RadioBanter - View Single Post - A Modest Proposal to Save Five-Level Code

John Savard · March 14th 17, 03:16 PM posted to rec.radio.amateur.digital.misc

In searching for information on the Web about versions of ITA 2 as modified for
different languages, I came across a web page which noted that, because of the
stateful nature of 5-level code... because a garble can lead to a mistaken shift
into FIGS case... 5-level code is quite rightly something that ought to be
relegated to the past.

In the original Murray code, on which ITA 2 was based, instead of a letters shift
and a figures shift, there were "letters space" and "figures space" codes, just as
there were in Emile Baudot's original five-level code (on which ITA 1 is based,
and which differs from what is commonly called "Baudot", ITA 2 or its slightly
incompatible Western Union variant).

This would, of course, be limiting. Shift codes are needed, since one doesn't want
to be forced to insert a space when changing between letters and figures.
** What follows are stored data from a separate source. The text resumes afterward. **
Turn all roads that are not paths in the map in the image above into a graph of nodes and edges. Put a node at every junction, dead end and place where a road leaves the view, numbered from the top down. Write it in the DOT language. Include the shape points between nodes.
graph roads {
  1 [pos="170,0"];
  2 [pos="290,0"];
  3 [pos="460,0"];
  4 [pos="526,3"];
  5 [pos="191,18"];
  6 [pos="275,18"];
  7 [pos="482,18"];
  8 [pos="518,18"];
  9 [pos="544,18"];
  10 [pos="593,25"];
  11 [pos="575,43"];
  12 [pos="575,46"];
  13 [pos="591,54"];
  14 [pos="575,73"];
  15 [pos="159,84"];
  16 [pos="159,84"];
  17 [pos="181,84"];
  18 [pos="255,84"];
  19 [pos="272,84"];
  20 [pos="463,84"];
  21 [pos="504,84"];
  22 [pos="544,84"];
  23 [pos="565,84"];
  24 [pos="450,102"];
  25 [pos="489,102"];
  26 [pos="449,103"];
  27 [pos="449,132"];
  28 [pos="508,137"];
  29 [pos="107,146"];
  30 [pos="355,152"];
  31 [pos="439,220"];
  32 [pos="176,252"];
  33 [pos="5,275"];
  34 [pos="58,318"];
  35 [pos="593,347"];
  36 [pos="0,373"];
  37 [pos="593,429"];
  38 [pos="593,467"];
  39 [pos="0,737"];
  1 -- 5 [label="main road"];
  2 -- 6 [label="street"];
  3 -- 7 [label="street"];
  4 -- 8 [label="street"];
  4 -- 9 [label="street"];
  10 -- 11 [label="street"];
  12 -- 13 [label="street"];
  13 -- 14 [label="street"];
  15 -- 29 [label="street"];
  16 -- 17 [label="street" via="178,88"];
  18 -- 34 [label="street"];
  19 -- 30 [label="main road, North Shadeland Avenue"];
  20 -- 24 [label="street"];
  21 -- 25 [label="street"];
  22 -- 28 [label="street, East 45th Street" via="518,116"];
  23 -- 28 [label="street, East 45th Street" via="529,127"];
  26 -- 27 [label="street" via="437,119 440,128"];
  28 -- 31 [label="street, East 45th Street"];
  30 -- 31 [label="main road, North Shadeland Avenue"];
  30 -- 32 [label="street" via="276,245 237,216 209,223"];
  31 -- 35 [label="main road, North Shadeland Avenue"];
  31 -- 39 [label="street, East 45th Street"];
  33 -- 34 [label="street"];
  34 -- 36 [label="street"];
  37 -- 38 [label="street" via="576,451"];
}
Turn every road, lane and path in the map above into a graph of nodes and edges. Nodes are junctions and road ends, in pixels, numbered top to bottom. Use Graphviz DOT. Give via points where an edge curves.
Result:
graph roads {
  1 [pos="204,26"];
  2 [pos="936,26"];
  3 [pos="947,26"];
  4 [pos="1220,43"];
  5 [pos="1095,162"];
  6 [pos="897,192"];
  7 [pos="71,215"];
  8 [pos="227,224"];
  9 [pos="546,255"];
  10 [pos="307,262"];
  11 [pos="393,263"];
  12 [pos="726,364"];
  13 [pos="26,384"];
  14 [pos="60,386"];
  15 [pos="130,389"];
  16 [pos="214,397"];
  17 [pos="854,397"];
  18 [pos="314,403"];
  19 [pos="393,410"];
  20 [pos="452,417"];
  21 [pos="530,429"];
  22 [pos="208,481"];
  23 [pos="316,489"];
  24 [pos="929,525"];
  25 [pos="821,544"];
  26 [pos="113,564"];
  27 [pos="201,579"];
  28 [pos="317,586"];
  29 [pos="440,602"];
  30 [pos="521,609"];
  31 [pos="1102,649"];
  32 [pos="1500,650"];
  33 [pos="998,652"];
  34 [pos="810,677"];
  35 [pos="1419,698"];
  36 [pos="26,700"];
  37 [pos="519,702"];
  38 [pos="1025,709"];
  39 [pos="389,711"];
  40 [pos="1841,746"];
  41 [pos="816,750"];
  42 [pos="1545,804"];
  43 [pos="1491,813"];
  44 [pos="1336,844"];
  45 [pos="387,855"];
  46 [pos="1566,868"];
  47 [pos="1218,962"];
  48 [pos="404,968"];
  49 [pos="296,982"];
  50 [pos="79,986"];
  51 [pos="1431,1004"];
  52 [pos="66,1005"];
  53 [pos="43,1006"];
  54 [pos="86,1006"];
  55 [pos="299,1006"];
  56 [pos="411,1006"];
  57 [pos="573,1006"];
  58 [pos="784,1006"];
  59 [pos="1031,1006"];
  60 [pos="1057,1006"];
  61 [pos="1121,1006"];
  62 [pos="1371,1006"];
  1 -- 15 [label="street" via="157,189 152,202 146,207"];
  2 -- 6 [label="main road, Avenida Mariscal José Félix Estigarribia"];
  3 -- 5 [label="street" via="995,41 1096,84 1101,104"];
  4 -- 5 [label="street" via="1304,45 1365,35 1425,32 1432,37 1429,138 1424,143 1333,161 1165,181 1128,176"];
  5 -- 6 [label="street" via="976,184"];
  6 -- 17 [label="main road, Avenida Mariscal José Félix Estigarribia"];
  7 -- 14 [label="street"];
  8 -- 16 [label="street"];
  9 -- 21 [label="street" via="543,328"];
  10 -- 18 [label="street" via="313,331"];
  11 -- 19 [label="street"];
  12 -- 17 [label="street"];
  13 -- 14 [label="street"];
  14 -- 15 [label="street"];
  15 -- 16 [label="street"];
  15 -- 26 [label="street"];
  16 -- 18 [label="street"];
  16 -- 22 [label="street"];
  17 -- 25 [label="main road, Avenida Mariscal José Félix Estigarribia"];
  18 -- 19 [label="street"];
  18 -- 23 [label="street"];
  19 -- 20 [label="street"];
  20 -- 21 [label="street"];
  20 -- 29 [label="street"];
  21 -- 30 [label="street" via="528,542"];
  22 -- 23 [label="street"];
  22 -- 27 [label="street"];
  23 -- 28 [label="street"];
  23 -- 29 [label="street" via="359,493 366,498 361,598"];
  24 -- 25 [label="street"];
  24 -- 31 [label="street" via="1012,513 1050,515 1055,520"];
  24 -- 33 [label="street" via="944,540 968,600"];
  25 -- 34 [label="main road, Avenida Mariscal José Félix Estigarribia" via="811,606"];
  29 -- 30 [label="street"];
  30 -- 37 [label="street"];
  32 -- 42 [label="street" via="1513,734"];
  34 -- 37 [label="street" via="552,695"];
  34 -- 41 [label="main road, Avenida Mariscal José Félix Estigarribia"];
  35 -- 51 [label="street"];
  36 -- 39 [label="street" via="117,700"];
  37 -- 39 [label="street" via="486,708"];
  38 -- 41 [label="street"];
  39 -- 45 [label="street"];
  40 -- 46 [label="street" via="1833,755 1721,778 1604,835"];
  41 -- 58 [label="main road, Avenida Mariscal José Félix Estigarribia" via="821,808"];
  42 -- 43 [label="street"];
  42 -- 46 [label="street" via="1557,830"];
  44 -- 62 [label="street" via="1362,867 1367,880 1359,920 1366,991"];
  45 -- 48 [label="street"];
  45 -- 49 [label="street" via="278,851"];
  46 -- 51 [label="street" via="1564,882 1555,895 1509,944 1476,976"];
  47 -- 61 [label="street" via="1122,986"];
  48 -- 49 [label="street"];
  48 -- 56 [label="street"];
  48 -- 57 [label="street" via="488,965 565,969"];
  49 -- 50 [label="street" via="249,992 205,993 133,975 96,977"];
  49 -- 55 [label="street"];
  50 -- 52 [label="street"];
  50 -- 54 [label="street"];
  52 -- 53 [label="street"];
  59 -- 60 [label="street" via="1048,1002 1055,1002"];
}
But even
with shift codes, many RTTY operators adapted their teletypes so that the space
was a letters space by installing the "unshift on space" option.

In addition to printable characters, the figures case on a 5-level
teletypewriter includes two control characters - WRU and BEL.

Here's my suggestion for bringing 5-level code into the 21st Century, in stages.

a) Make unshift on space standard; change Space to Letters Space.

b) Change WRU to ESC - not an exact equivalent of ASCII Escape, but allowing two
character control codes for things like WRU, BEL, BS (backspace) and so on.

And change BEL to Figures Space, so that one isn't forced to switch to letters
and then change back when introducing spaces into figures. (Note, though, as
that is the figures shift of a letter, not a code on its own, unlike Letters
Space, it doesn't serve as a reminder that one is in figures shift.)

c) A first expansion of the character repertoire to include lower-case and more
figures characters can now be introduced.

However, what I propose will be different from, and simpler than, either ITU
recommendation S.2 (where a "superfluous" LTRS issued in letters case toggles
between upper and lower case) or ASCII over AMTOR (where the all zeroes
character, used elsewhere as a third shift for languages like Russian or Greek,
switches to the alternate characters).

Since I propose not only to shift the letters case into upper and lower case,
but also to shift the figures case for additional characters, now there would be
more positions that could be spared for control codes. So instead of using ESC,
I would make the UC and LC shifts two additional control codes within the
figures case.

d) And then a second expansion of the character repertoire, to allow the equivalent of a "third shift" for supporting a non-Latin alphabet, would also be provided for right from the start in the basic design.

However, the all-zeroes character would _not_ be used to shift into it. Instead, an additional two control codes would be taken from the figures case, SI and SO, similar to ASCII.

So I envisage the figures case as looking like this:

QWERTYUIOP - 1234567890 in lower case, and !@#$%&*() in upper case.

ASDFGHJKL - -' ESC n n n Fig Sp SI SO in lower case, and _" ESC n n n Fig Sp SI SO in upper case.

ZXCVBNM - ? / ; = ? , . in lower case, and ? ? : + ? in upper case.

The two unused ? positions and the three national use n positions would be somehow assigned to the four positions needed for additional ASCII characters. One possibility would be:

ASDFGHJKL - -' ESC ~[] Fig Sp SI SO in lower case, and _" ESC `{} Fig Sp SI SO in upper case.

ZXCVBNM - \ / ; = ? , . in lower case, and | ? : + ? in upper case.

taking as much inspiration as possible from ASCII over AMTOR.

e) But what about unshift on space? How can that be reconciled with having a
third shift language?

One extra character is available: 00000. So while the regular space character
becomes a letters space, this character could become the "third space".

However, *that* has a grievous flaw.

11111 is a _shift_ code, the letters shift, so that despite it doing something,
because what it does can be fully undone by a subsequent shift code, it can
still also serve the same function as DEL in ASCII - correcting errors by
punching over the character involved.

00000 is the code that is present on the blank leader of tape. So it shouldn't
"do something" irrevocable like advancing the carriage one space. It should be
allowed to perform the function of NUL in ASCII, which it could back when it was
used as the third-language shift.

But the idea of having both a "letters space" and a "third space" so that there
is a constant reminder of the state is useful and important - the vulnerability
of stateful five-level code is the very issue I'm trying to address.

Well, there _is_ another shift code already present.

So I propose to change the assignment of the FIGS shift code from its present
value to the all-zeroes code.

But instead of "third space" getting the existing FIGS shift code, since the
space is the most common character, it should get a code with only one bit set,
like the code for the regular space, here used for "letters space".

So I propose that "third space" should get the existing code for *carriage
return*, with carriage return getting the existing FIGS shift code.

It's unfortunate that the existing assignments of two characters are changed in
an incompatible manner, but this allows the revised code to be faithful to the
original rationale behind the design of the ITA 2 code.

To be specific:

Since the upper case and lower case codes are _within_ the figures shift, the
letters shift, as well as SI and SO, must not affect the upper/lower case shift.

Figures shift, on the other hand, could always proceed to lower case within the
figures case, so as to go directly to the digits and the most common punctuation
marks.

SI goes to the "third shift" language, and SO returns from it to the Latin
alphabet. The characters for the figures case may also be different in the third
shift language, not just the ones in the letters case.

John Savard